Norway’s oil fund to increase clean energy investments

Norway’s $800 billion wealth fund to double investments in renewables and energy efficiency

Source: Google

Source: Google

By Sophie Yeo

Norway has proposed to double investment in environmental companies to US$ 8.4 billion as part of its plans to restructure its sovereign wealth fund.

Announcing an overhaul of the fund today, the Ministry of Finance said that the amount of money invested into environmental stocks would increase from 20-30bn Norwegian kroner to ($3.34bn-$5bn) to NKr 30-50bn ($5bn-$8.4bn).

The increased finance represents a tiny portion of the fund’s total worth. Valued at around US$ 868bn, Norway’s sovereign wealth fund is the largest in the world. It is made up of income from the country’s lucrative oil industry.

“Even those nations that made their fortune on oil are starting to see it’s not the future – the race to the exits is starting,” said 350.org co-founder Bill McKibben.

Campaigners have long highlighted the fund’s capacity to challenge the fossil fuels and promote renewable energy through its investment decisions.

Despite the increase, today’s announcement was seen as a disappointment to some, who had hoped the government would earmark up to 5% of the fund for renewable energy investments, which they would invest directly in projects, rather than through stocks.

“This is a sovereign wealth fund that has invested in real estate in London and in Formula One,” Samantha Smith, head of climate and energy at WWF, told RTCC.

“Our view was that the mandate for investment in renewables should be like the mandate for real estate. It should be 5% of the fund’s assets, and they should be able to invest in hard assets, not just in the stock market, so directly into solar and wind projects.”

She added that Norway’s new centre-right government had “failed to deliver” on hints it delivered last month that renewable energy would receive a boost from the overhaul of its wealth fund.

Christa Clapp, a senior adviser on finance at the Centre for International Climate and Environmental Research Oslo, told RTCC: “It’s a very positive move to start thinking about climate impacts and the renewable energy increase is an important first step but it needs to be more broadly incorporated.”

Divestment

The Ministry of Finance said today that it would continue to review further increases to the fund’s investment in renewable energy, as this could potential reduce returns on the fund.

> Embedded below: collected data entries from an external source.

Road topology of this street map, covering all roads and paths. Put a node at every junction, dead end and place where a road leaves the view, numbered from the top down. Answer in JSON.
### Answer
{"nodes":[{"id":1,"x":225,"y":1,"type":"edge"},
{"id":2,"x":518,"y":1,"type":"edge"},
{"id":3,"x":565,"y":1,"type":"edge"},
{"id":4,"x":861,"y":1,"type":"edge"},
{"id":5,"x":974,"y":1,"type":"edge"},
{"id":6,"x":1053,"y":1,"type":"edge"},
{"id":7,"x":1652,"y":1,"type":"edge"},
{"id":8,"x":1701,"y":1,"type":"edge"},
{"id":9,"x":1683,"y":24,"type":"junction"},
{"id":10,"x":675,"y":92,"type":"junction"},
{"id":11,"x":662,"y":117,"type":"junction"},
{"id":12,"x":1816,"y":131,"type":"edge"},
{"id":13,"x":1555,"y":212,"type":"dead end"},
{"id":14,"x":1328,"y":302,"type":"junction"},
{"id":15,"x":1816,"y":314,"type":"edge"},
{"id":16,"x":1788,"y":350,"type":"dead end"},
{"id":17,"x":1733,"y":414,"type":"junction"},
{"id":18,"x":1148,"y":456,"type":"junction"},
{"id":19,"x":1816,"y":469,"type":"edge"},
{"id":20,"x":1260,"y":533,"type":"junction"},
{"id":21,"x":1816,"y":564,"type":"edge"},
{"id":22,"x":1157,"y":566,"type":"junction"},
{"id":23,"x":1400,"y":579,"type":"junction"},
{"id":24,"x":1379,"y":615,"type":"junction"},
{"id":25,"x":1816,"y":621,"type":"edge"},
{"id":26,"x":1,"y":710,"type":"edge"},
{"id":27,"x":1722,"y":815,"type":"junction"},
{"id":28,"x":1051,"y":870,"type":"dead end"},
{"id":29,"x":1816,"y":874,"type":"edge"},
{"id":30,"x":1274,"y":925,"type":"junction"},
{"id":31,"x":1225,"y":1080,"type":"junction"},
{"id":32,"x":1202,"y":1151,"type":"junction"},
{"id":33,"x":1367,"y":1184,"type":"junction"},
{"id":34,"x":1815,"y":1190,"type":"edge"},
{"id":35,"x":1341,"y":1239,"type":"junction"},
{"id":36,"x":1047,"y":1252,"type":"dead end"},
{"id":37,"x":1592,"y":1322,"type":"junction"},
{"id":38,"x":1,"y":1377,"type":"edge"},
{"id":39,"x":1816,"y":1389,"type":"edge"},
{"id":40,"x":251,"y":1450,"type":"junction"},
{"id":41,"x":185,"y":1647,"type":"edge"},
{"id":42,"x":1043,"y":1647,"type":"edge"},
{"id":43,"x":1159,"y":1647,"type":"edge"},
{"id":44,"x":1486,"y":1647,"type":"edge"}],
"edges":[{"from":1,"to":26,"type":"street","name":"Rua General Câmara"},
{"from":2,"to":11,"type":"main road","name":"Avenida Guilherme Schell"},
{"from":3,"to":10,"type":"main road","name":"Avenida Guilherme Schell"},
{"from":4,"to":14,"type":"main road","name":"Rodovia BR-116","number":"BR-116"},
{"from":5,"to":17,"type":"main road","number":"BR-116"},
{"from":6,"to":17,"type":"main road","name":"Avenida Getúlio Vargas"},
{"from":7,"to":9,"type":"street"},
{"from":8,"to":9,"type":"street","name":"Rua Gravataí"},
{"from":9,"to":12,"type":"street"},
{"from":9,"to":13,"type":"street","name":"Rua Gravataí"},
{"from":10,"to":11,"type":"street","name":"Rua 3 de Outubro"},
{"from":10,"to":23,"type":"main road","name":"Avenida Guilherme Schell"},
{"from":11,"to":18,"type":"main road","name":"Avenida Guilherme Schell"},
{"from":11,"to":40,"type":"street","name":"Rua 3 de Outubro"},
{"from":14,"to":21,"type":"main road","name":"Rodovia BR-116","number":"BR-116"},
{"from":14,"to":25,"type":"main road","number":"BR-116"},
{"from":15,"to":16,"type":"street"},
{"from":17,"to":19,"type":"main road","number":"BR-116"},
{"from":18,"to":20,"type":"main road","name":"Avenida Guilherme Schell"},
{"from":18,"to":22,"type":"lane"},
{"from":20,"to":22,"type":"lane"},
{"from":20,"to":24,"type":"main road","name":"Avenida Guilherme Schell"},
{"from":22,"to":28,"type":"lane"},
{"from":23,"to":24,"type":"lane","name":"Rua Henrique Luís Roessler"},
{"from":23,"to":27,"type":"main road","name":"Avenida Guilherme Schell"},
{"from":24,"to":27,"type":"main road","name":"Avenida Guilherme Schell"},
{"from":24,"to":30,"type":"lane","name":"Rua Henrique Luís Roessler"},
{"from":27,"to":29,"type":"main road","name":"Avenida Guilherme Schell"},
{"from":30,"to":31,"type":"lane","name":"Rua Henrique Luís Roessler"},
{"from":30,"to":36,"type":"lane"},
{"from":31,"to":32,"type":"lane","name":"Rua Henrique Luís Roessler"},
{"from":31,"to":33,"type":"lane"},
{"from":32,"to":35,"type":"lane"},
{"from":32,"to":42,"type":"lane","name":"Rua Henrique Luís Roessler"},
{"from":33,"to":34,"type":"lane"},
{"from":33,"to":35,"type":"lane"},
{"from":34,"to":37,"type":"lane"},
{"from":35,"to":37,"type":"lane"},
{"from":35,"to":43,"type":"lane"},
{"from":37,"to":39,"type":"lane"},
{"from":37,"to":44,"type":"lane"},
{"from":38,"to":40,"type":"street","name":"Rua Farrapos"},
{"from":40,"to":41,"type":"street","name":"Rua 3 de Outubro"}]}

The fund “is not a tool to boost government investments in emerging markets of renewables,” Minister of Finance Siv Jensen said at a press conference in Oslo.

The government is also under pressure to stop investing in oil and coal. The finance ministry announced today that they would set up an expert panel to review these investments, which would present their findings in November this year.

“It’s great that the world’s biggest investment fund is moving more money into renewables but there is little point if they’re spending huge sums of money digging up more fossil fuels at the same time,” said 350.org European divestment coordinator Tim Ratcliffe.

At the same time, it disbanded the fund’s independent council of ethics, which takes decisions on whether to stop investing in certain companies on moral grounds. It is to be replaced by a watchdog operated by the fund itself – a move that some believe could undermine the transparency of the process.

Oeystein Doerum, chief economist at Oslo-based bank DNB Markets, told Reuters in November last year that “the more independent the council on ethics is, the better.”